Трудно переоценить значение этого письма в нашей работе…
Надо ли говорить, что в сорок седьмом, едва попали мы в Москву, одним из первых наших
Приведу лишь несколько примеров «редактуры на полях», как мне представляется,— очень характерных для поэтического и человеческого облика Николая Альфредовича.
Рифма «увенчан — женщин» обведена многозначительной и сердитой чертой. Приписка: «Очень изъезжено. Даже у меня есть!»
В строке «Хотя б ты, старый черт, писал почаще» обращение подчеркнуто волнистой линией. Внизу странички — приписка: «Слабо. Этот залихватский тон по отношению к другу-сопернику звучит и нарочито, и весьма не по-французски. «Старый черт» отнюдь не эквивалентно vieux diable-ю».
…В «Химерах» первой редакции второй катрен описывал, как «друг друга рвут зубами обезумевшие кони». Адуев поставил рядом снежинку-сноску, а внизу написал: «„Еще рыдают раненые кони» (Стийенский). „Хохочет, обезумев, конь» (Сельвинский). И вы, Вентре, в ту же конюшню?»
…Седьмая строка в «Четыре слова» первоначально выглядела так: «За них я шел в Бастилью и в изгнанье». Адуев: «А лучше так: в Бастилию, в изгнанье. На что ж даны нам знаки препинанья?»

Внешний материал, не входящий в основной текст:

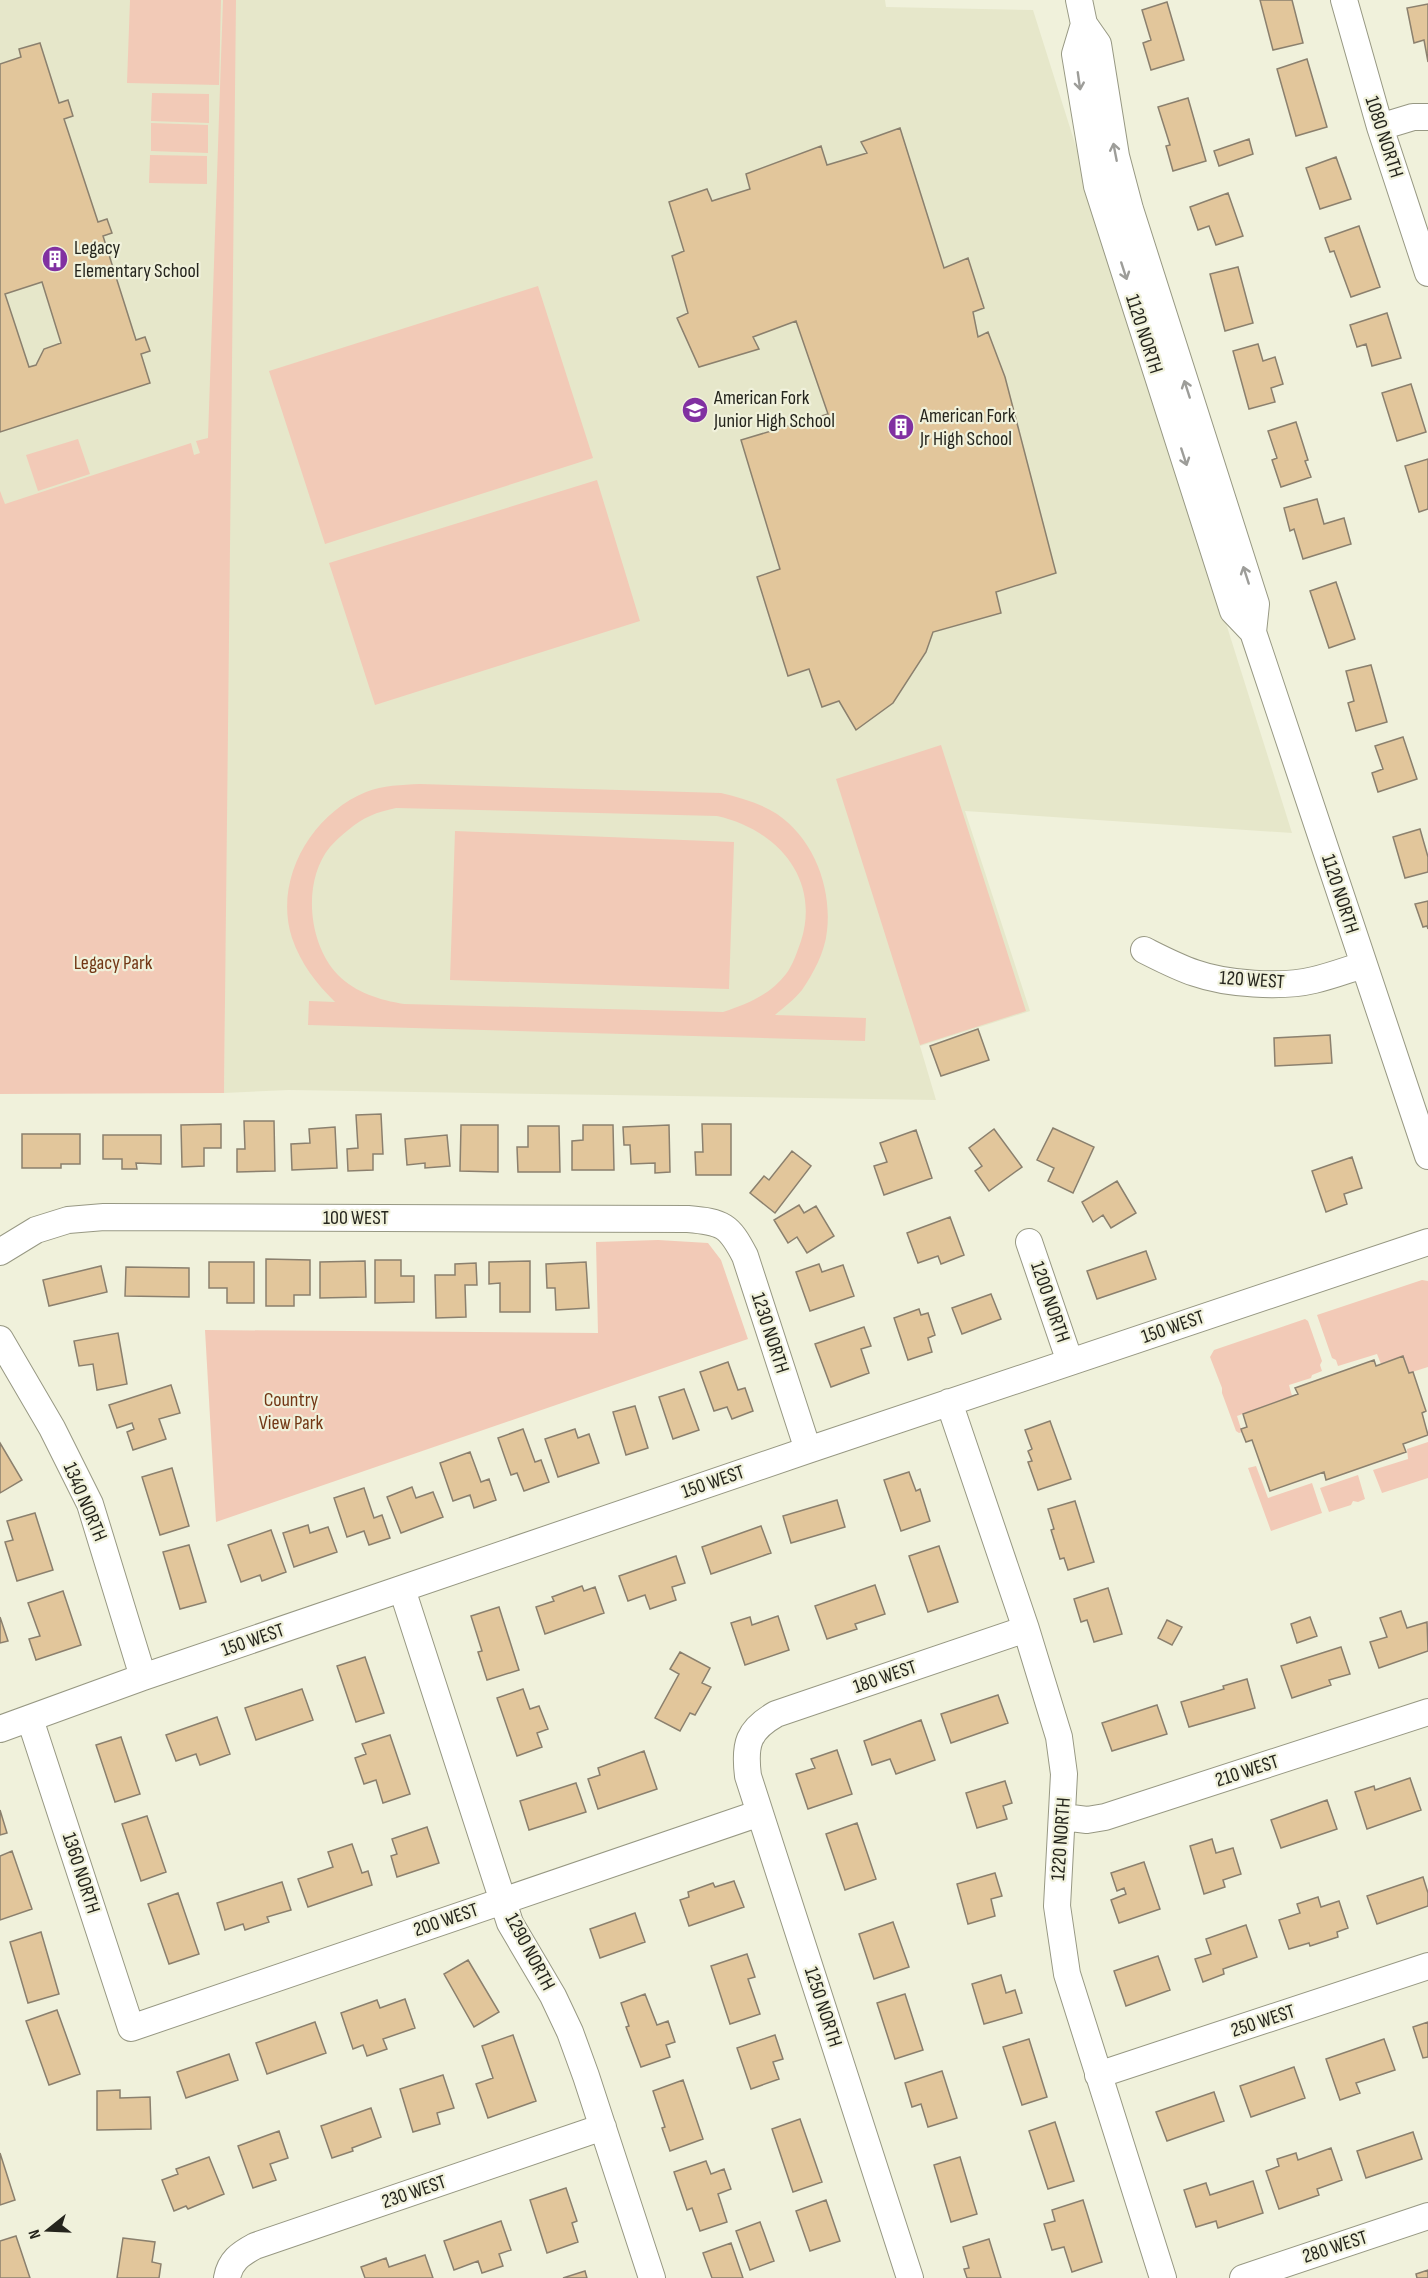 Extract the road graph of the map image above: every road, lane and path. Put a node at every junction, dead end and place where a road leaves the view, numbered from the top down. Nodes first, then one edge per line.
1 (1344, 0) edge
2 (1081, 12) edge
3 (1428, 117) edge
4 (1380, 127) junction
5 (1428, 273) edge
6 (1144, 950) dead end
7 (1363, 964) junction
8 (1428, 1156) edge
9 (720, 1224) joint
10 (1029, 1242) dead end
11 (1428, 1242) edge
12 (0, 1252) edge
13 (0, 1339) edge
14 (1070, 1362) junction
15 (949, 1402) junction
16 (808, 1450) junction
17 (402, 1589) junction
18 (1026, 1629) junction
19 (143, 1677) junction
20 (1428, 1712) edge
21 (30, 1719) junction
22 (0, 1729) edge
23 (750, 1736) joint
24 (760, 1813) junction
25 (1064, 1817) junction
26 (503, 1900) junction
27 (1428, 1966) edge
28 (131, 2028) joint
29 (1098, 2075) junction
30 (603, 2127) junction
31 (1428, 2216) edge
32 (228, 2272) edge
33 (652, 2278) edge
34 (910, 2278) edge
35 (1163, 2278) edge
36 (1243, 2278) edge

1 - 4 street, 1080 NORTH
2 - 7 street, 1120 NORTH
3 - 4 street
4 - 5 street, 1080 NORTH
6 - 7 street, 120 WEST
7 - 8 street, 1120 NORTH
9 - 12 street, 100 WEST
9 - 16 street, 1230 NORTH
10 - 14 street, 1200 NORTH
11 - 14 street, 150 WEST
13 - 19 street, 1340 NORTH
14 - 15 street, 150 WEST
15 - 16 street, 150 WEST
15 - 18 street, 1220 NORTH
16 - 17 street, 150 WEST
17 - 19 street, 150 WEST
17 - 26 street, 1290 NORTH
18 - 23 street, 180 WEST
18 - 25 street, 1220 NORTH
19 - 21 street, 150 WEST
20 - 25 street, 210 WEST
21 - 22 street, 150 WEST
21 - 28 street, 1360 NORTH
23 - 24 street, 1250 NORTH
24 - 26 street, 200 WEST
24 - 34 street, 1250 NORTH
25 - 29 street, 1220 NORTH
26 - 28 street, 200 WEST
26 - 30 street, 1290 NORTH
27 - 29 street, 250 WEST
29 - 35 street, 1220 NORTH
30 - 32 street, 230 WEST
30 - 33 street, 1290 NORTH
31 - 36 street, 280 WEST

…Поправка в строчке «Генрих Гиз — дерьмо» — совсем крохотная: многоточие. Но вот как аргументирует Николай Альфредович: «Точнее бы mot на рифму дерьмо. Но поскольку г-но, сойдет и давно. Только… поставьте в связи с этим перед «дерьмо» многоточие».
…«Не француз, не XVI век, а ученик Игоря Северянина!» — это по поводу «Ты встречи ждешь, как в первый раз, волнуясь, Мгновенья, как перчатки, теребя» и т. д. Бесчисленные «как» обведены Адуевым кружочками, а сбоку дан совет: «Сонет творя, не «как»-айте зря!»
В общем — всем бы поэтам такого редактора!.. Тем более что на похвалу Адуев был не менее щедр — и не менее изобретателен.
Так или иначе, но пока мы с Юркой, сами того не ведая, стали в глазах наших современников этакими новоявленными Орестом и Пиладом с креном во французскую поэзию шестнадцатого века — ну, как же: Варфоломеевская резня и все такое прочее… Как сказано, мы с ним на сей счет не обольщались и навсегда сохранили по отношению к нашему дю Вентре добрую улыбку, и даже счастливую и лишенную хоть капли горечи,— но все же только улыбку: он был ведь для нас средством, а не целью. Будь он целью, мы за него едва ли когда-нибудь взялись бы: не га профессия, между нами будь сказано. Наша жизнь после сорок седьмого пошла разными дорогами, хотя и на вполне параллельных курсах. Пути наши (но не мы сами!) даже встречались: один только успевал покинуть очередную пересылку, как туда вваливался другой. Входя в предбанник, я иной раз знал, что из раздевалки этой бани, на той стороне, сейчас выгоняют партию «повторников», в которой находится Юрка. Оба мы попали в Красноярский край и довольно скоро отыскали друг друга — подумаешь, четыреста километров, тоже мне расстояние!.. Но переписка наша никак не налаживалась: о чем писать? Здоровье, настроение, род занятий — кому это интересно?!
Двадцатого января пятьдесят первого года Юрка отправился в обеденный перерыв проверить что-то в вентиляционном устройстве одной из штолен — он проектировал это устройство, и доводить свою работу до кондиции было у нас законом еще издавна, пожалуй, с детства. С этой проверки он не вернулся. Его нашли на дне штольни, в воде, мертвым, но без видимых повреждений. Диагноз: разрыв сердца. …А немедицинский диагноз? 20 января — годовщина смерти Люси. В тумбочке у Юрки, этого лентяя и неряхи,— тщательно собранные в стопки письма матери, братьев. Разложены по датам, перевязаны, надписаны — кому переслать и т. п. Вот, собственно, и всё.